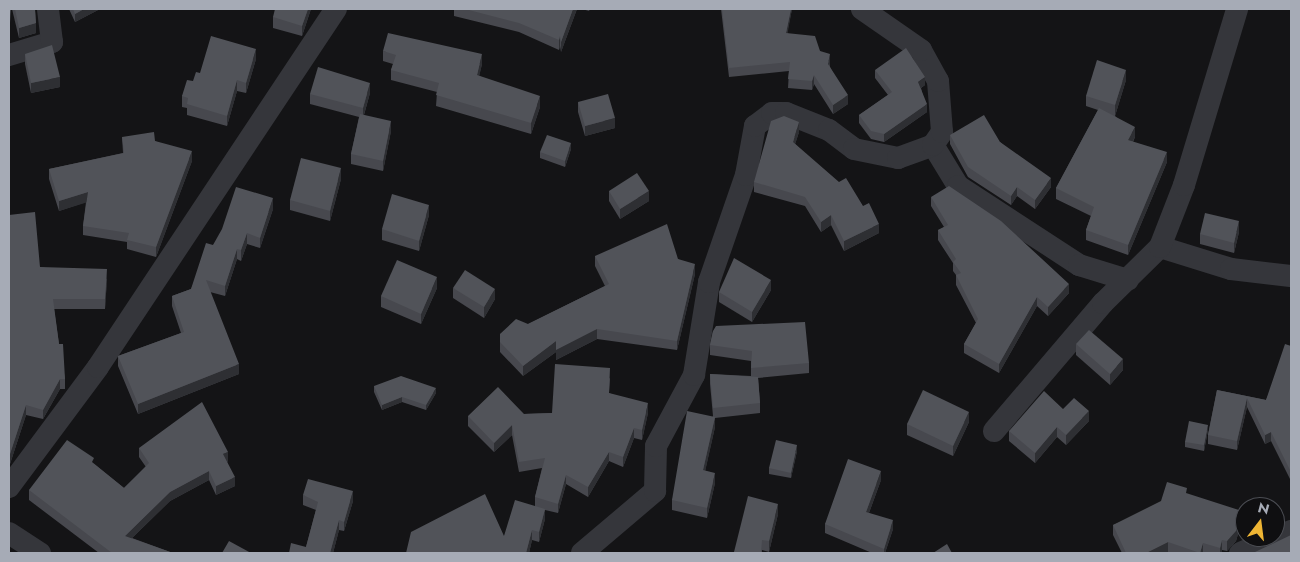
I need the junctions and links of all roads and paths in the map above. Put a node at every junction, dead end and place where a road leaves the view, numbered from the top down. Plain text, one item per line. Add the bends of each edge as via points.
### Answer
1 (48, 9) edge
2 (336, 9) edge
3 (862, 9) edge
4 (1237, 9) edge
5 (9, 55) edge
6 (933, 145) junction
7 (1160, 247) junction
8 (1291, 276) edge
9 (1128, 280) junction
10 (994, 431) dead end
11 (9, 487) edge
12 (1291, 531) edge
13 (9, 533) edge
14 (40, 553) edge
15 (582, 553) edge
16 (1240, 553) edge

1 - 5 street via 52,42
2 - 11 street via 98,367
3 - 6 street via 922,50 938,81 944,117 942,132
4 - 7 street via 1184,186
6 - 9 street via 958,186 1079,265
6 - 15 street via 898,158 854,149 829,130 786,113 772,113 755,126 746,175 709,282 694,375 656,446 655,491
7 - 8 street via 1231,269
7 - 9 street
9 - 10 street via 1082,326
12 - 16 street
13 - 14 street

_Exercise brief_.
The records above must be echoed exactly, minus their pictures.

_Completed exercise_.
I need the junctions and links of all roads and paths in the map above. Put a node at every junction, dead end and place where a road leaves the view, numbered from the top down. Plain text, one item per line. Add the bends of each edge as via points.
### Answer
1 (48, 9) edge
2 (336, 9) edge
3 (862, 9) edge
4 (1237, 9) edge
5 (9, 55) edge
6 (933, 145) junction
7 (1160, 247) junction
8 (1291, 276) edge
9 (1128, 280) junction
10 (994, 431) dead end
11 (9, 487) edge
12 (1291, 531) edge
13 (9, 533) edge
14 (40, 553) edge
15 (582, 553) edge
16 (1240, 553) edge

1 - 5 street via 52,42
2 - 11 street via 98,367
3 - 6 street via 922,50 938,81 944,117 942,132
4 - 7 street via 1184,186
6 - 9 street via 958,186 1079,265
6 - 15 street via 898,158 854,149 829,130 786,113 772,113 755,126 746,175 709,282 694,375 656,446 655,491
7 - 8 street via 1231,269
7 - 9 street
9 - 10 street via 1082,326
12 - 16 street
13 - 14 street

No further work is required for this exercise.